It’s sad that we’ve come to this place. But apparently an explanation of slavery is needed for our new Housing and Urban Development Secretary, Ben Carson.
On Monday while speaking to his department employees, the Yale graduating neurosurgeon jumped on stage and made a statement that left the world confused.
“That’s what America is about, a land of dreams and opportunity,” Carson said about immigration. “There were other immigrants who came here in the bottom of slave ships, worked even longer, even harder for less. But they too had a dream that one day their sons, daughters, grandsons, granddaughters, great-grandsons, great-granddaughters, might pursue prosperity and happiness in this land.”
Black Twitter immediately got into formation.
Some even tried to explain the different perspectives between actual African immigrants and African-Americans that have had a completely different experience.
Even the New York Daily News called Carson out.

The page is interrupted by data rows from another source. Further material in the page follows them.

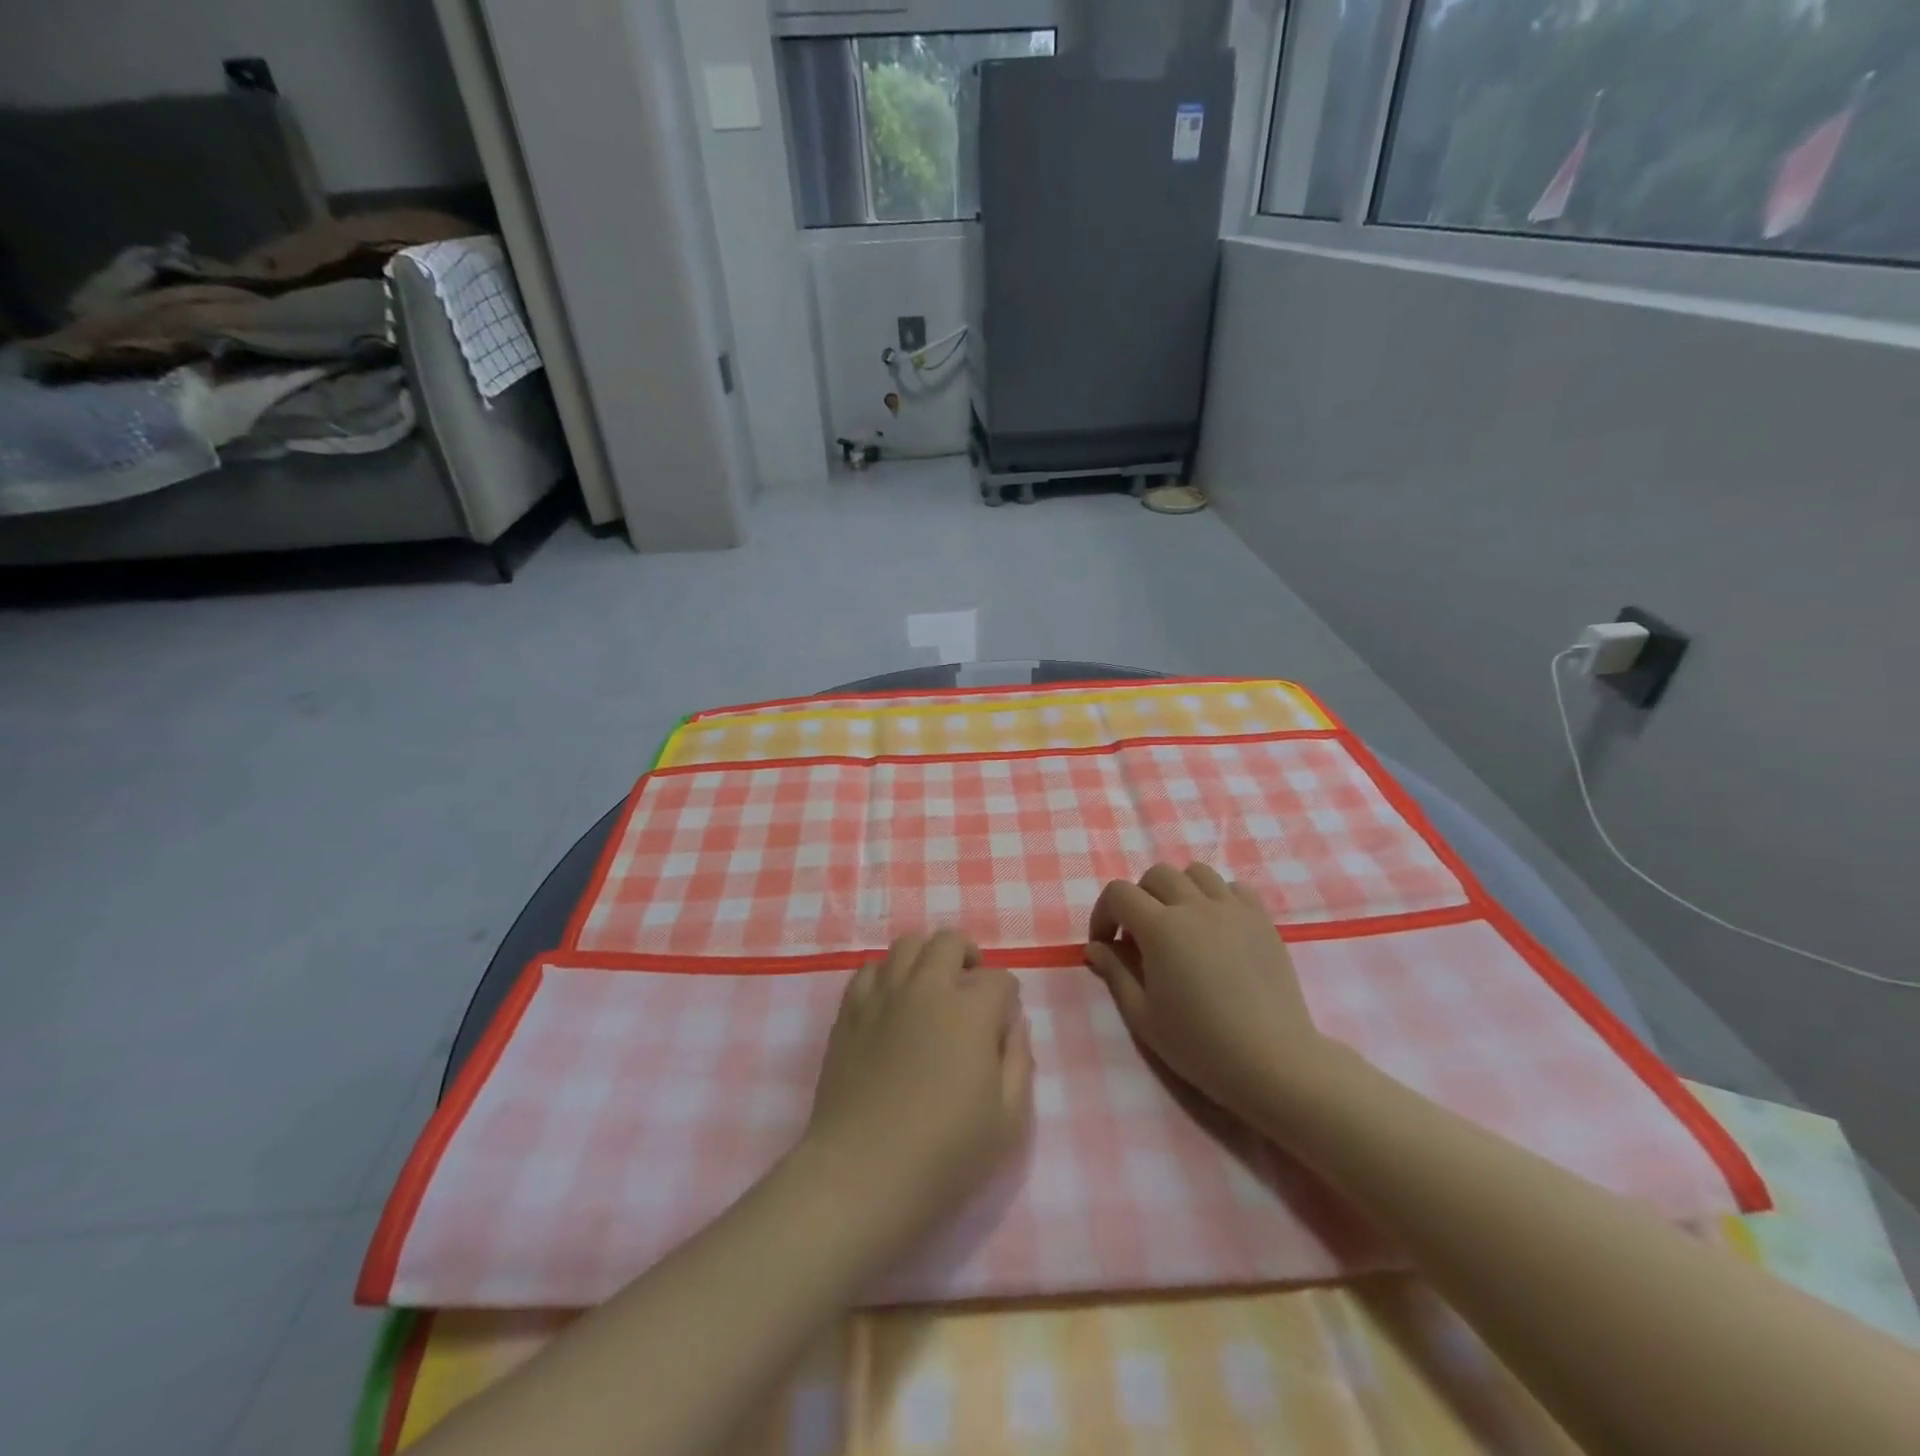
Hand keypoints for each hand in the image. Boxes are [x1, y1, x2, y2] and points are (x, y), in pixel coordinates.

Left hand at [800, 931, 1033, 1245]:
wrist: (862, 1174)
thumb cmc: (945, 1154)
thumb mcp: (1008, 1120)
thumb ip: (1019, 1061)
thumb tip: (1014, 1024)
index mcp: (970, 1011)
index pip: (1000, 979)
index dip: (1007, 998)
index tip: (1003, 1023)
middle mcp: (927, 988)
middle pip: (949, 942)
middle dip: (968, 957)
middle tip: (970, 989)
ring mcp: (884, 995)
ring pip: (907, 945)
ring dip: (926, 958)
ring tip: (931, 987)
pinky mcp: (850, 1010)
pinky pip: (870, 969)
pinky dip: (887, 975)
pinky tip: (892, 1002)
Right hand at [1085, 863, 1330, 1124]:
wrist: (1272, 1062)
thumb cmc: (1200, 1045)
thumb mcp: (1143, 1016)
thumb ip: (1115, 973)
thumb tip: (1095, 947)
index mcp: (1161, 928)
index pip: (1119, 894)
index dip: (1103, 914)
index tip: (1105, 944)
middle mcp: (1195, 906)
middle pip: (1156, 875)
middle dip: (1139, 899)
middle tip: (1140, 935)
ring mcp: (1233, 909)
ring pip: (1196, 873)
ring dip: (1178, 890)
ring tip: (1180, 923)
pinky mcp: (1262, 919)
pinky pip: (1234, 887)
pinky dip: (1217, 897)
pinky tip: (1217, 928)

Slavery, in regards to trans-Atlantic trade to the Americas, started sometime around the 1600s. Anthony Johnson from Angola is said to be the first freed slave who served in the Colony of Virginia. But the three centuries of slavery predominantly from West Africa brought millions of human beings from the Motherland to North, Central and South America, as well as the Caribbean.

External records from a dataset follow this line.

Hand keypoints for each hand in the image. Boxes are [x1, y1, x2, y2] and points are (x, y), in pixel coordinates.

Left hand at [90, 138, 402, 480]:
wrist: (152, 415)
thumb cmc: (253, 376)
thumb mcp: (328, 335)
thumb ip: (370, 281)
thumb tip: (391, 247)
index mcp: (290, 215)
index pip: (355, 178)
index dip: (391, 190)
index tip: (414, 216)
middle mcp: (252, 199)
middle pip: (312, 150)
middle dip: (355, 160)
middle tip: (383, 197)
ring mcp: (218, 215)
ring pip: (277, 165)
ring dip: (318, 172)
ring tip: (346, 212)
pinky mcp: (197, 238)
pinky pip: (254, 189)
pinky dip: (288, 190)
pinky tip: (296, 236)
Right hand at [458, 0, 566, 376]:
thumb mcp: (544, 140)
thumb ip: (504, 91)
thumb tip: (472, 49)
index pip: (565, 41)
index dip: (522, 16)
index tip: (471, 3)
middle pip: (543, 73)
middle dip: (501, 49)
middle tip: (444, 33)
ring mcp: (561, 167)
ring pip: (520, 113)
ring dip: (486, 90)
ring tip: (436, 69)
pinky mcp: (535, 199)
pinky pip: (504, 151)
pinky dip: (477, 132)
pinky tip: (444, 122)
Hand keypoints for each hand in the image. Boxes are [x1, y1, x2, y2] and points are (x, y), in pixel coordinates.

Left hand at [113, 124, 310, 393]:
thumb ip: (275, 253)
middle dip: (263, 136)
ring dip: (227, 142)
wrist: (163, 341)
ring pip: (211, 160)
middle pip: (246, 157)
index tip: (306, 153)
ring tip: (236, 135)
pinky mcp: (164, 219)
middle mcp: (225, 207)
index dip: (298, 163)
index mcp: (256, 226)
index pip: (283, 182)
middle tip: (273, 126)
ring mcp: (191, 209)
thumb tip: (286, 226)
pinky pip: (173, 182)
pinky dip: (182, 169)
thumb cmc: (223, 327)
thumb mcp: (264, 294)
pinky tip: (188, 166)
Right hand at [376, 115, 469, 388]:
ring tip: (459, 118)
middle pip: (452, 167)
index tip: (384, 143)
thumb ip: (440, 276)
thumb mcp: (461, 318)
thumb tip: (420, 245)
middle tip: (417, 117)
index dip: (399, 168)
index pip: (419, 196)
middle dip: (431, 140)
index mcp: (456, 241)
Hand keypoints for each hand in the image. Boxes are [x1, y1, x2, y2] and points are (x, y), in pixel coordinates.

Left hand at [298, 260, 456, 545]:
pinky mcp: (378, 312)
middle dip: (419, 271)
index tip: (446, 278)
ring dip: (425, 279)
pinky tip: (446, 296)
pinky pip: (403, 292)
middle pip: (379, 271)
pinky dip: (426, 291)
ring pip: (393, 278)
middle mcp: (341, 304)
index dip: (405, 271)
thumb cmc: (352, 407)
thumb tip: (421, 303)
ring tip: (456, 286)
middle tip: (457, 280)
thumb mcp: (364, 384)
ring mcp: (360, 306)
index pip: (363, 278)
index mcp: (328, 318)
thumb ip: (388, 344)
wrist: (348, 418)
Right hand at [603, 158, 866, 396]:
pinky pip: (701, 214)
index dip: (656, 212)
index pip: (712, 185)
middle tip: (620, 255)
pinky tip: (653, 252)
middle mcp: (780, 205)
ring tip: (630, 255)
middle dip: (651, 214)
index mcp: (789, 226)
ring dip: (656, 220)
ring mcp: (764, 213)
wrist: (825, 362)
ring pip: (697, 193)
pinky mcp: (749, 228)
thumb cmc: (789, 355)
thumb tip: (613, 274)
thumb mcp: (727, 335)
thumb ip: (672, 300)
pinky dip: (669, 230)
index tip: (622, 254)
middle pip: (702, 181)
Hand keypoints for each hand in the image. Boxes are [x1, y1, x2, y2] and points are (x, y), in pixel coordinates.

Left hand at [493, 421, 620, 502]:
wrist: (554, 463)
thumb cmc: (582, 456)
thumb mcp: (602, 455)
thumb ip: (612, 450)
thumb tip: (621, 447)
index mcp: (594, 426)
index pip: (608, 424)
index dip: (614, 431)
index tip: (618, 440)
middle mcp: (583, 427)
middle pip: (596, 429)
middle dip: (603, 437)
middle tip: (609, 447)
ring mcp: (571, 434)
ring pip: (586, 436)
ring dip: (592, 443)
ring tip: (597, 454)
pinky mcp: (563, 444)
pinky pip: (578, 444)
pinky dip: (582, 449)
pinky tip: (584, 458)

Black bodies used as work exports is not a myth. It’s not a joke. It wasn’t humane or for fair trade. And it, for certain, was not of their own volition.
To imply that these beyond-resilient Africans had a choice, and that that choice was to serve others and be subjected to death-like circumstances that reflect in systematic oppression to this day, is incredibly wrong.
And the saddest part, is that Ben Carson himself is a direct descendant of Southern slaves with his parents coming from “large families in rural Georgia”.
This morning, Carson and his wife issued a joint statement stemming from the outrage. “We should revel in the fact that although we got here through different routes, we have many things in common now that should unite us in our mission to have a land where there is liberty and justice for all,” it reads.
The statement is a hard pill to swallow. First, he does not apologize or use this moment to educate others (although he’s the one who needs the history lesson). But most alarming, he thinks African-Americans should “revel” in a tragic history that’s led to oppression in present day.
Hopefully Carson delves deeper into slavery and in the research he discovers who he is, in context to the generations of ancestors whose real “dream” was for us to be smarter than those who oppress us.